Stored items
• • • • • • •

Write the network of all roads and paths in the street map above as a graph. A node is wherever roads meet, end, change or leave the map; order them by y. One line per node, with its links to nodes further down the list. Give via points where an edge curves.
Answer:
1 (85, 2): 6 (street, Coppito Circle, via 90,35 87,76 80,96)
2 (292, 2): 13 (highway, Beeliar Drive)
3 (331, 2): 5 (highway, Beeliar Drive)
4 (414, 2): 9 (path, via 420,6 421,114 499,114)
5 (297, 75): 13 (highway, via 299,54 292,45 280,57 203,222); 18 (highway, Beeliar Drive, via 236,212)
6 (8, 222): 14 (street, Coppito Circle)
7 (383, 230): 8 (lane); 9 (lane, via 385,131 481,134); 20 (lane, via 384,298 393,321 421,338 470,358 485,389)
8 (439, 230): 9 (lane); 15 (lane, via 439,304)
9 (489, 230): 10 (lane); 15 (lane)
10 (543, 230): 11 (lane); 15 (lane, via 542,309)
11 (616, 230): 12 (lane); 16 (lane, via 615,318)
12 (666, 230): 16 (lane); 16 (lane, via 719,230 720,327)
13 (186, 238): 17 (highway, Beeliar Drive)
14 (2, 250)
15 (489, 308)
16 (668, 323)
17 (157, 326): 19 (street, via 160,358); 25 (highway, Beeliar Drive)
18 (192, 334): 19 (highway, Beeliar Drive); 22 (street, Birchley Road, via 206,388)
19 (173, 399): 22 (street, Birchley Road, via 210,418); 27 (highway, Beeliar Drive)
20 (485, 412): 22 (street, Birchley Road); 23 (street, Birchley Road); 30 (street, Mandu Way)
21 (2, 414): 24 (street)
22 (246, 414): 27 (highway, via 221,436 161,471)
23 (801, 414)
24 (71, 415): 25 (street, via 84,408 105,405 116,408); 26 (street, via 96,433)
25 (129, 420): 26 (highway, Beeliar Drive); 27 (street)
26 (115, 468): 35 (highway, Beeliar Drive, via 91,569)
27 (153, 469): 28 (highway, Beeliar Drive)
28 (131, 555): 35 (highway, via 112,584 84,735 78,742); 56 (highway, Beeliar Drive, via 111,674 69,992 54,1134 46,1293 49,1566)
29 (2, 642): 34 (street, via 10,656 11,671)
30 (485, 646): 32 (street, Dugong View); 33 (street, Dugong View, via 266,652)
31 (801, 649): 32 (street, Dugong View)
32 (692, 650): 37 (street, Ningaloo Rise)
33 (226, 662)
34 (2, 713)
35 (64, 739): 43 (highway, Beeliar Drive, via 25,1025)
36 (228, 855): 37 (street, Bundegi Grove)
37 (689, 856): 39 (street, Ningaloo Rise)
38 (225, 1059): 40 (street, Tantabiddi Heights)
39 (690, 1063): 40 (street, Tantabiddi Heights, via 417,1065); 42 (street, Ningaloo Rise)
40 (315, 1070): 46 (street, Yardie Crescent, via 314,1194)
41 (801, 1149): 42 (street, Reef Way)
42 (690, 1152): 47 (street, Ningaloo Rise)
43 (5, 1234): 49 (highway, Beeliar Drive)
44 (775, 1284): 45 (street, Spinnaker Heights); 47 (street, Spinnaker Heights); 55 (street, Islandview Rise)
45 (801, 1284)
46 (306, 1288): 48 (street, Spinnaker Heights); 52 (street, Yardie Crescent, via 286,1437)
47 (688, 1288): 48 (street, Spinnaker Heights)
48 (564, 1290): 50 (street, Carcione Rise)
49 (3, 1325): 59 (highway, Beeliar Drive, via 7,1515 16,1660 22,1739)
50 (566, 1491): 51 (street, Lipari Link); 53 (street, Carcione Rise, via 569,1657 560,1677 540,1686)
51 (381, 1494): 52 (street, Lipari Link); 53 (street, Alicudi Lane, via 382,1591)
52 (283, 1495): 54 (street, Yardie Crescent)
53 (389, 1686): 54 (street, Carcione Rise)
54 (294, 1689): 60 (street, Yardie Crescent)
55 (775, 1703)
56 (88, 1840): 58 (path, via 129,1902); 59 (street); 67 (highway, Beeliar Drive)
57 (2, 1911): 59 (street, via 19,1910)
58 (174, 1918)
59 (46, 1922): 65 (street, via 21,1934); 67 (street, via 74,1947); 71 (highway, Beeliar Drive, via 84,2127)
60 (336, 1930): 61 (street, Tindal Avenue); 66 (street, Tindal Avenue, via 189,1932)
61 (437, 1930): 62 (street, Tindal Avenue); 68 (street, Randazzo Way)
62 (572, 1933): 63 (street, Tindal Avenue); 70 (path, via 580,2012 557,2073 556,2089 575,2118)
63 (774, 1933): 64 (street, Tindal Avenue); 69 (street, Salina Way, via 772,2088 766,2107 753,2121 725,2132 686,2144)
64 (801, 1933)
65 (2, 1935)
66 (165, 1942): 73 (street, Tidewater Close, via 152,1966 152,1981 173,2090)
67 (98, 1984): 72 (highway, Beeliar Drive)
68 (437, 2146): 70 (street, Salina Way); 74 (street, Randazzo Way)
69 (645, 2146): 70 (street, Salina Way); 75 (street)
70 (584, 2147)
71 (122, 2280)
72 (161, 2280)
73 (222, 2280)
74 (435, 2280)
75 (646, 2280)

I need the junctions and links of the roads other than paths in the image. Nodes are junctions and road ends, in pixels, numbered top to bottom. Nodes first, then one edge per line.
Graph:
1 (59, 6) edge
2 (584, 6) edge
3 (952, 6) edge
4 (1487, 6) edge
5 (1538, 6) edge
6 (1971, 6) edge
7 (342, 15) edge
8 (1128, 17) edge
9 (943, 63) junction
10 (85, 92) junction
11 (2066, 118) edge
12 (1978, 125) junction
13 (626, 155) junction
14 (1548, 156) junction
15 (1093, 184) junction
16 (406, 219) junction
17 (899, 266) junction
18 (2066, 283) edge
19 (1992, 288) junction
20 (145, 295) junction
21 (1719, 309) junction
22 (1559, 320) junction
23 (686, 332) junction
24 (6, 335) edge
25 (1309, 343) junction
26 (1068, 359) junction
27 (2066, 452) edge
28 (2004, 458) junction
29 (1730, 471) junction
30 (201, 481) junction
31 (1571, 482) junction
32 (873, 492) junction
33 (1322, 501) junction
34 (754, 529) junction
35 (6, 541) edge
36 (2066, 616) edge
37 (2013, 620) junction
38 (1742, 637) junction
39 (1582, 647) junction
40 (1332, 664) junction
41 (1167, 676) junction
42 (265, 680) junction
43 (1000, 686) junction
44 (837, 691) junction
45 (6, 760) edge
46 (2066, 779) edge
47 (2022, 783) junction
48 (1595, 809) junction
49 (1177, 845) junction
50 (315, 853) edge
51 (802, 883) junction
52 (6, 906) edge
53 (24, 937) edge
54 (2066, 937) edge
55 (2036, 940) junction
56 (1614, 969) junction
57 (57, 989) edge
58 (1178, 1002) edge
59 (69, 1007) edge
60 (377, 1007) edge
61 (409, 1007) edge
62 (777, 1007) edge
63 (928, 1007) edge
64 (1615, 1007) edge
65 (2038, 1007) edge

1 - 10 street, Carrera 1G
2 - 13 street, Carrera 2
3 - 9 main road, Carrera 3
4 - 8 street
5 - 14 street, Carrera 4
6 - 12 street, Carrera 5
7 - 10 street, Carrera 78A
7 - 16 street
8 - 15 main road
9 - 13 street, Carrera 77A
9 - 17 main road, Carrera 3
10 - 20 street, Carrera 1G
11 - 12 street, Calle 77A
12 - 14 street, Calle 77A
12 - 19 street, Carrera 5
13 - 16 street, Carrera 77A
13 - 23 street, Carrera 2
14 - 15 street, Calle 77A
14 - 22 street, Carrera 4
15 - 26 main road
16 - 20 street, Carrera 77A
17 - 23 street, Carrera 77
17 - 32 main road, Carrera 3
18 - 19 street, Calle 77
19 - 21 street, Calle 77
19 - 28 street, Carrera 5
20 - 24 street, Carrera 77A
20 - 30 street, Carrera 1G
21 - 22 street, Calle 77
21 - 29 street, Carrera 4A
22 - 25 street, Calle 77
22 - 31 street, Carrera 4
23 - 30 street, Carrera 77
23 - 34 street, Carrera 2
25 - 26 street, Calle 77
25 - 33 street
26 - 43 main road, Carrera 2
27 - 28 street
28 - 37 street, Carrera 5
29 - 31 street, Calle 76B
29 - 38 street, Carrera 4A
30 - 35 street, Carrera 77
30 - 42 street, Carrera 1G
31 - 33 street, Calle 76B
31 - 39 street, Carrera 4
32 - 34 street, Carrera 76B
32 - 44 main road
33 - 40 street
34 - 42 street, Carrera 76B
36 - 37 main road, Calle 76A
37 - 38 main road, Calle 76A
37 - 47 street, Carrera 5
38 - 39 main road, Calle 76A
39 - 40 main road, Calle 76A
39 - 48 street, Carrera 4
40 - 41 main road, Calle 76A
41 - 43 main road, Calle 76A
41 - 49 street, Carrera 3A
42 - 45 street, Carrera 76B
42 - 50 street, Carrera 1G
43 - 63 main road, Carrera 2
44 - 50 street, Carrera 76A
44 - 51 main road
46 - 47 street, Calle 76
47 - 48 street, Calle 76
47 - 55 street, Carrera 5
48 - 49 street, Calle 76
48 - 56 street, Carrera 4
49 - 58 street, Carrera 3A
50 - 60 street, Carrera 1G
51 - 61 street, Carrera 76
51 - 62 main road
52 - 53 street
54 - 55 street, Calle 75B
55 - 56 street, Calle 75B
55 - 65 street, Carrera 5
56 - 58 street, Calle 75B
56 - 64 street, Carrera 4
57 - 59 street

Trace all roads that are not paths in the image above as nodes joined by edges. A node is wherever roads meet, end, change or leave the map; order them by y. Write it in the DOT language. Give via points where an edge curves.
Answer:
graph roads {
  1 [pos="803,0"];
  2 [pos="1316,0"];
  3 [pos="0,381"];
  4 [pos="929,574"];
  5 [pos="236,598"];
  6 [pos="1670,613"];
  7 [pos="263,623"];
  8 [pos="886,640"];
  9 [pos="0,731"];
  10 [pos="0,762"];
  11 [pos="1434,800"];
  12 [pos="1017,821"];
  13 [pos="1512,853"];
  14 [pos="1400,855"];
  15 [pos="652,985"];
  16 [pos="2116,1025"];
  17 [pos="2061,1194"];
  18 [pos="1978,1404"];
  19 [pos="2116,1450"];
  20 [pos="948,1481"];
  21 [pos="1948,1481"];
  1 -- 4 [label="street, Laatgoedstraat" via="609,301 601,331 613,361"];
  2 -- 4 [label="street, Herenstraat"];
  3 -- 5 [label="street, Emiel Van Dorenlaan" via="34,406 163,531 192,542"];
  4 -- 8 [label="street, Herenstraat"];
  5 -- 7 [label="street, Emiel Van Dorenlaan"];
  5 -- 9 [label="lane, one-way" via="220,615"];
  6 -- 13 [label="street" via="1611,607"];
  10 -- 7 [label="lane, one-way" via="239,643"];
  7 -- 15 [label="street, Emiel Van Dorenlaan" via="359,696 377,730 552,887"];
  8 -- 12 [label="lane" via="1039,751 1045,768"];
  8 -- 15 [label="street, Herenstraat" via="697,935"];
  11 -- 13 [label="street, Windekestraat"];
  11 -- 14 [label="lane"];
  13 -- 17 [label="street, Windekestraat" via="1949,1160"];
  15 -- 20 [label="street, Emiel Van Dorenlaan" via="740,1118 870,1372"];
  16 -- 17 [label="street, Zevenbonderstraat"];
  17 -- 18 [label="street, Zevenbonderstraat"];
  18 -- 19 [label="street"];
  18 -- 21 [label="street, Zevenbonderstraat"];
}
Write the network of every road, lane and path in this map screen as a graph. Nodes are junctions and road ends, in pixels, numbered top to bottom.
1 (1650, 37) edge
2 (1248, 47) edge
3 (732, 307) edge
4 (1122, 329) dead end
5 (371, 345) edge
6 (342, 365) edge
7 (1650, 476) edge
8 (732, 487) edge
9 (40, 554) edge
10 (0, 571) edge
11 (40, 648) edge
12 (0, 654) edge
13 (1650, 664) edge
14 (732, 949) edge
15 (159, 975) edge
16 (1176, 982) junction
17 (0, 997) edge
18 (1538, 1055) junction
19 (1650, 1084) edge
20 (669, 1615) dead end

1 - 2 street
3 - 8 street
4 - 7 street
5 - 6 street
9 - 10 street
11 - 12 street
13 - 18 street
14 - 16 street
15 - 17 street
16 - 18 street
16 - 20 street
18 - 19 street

• • • • • • •

- Exercise instructions
Check the records above line by line and tally those holding the string "Windekestraat". Answer with the number only.

- Your solution
2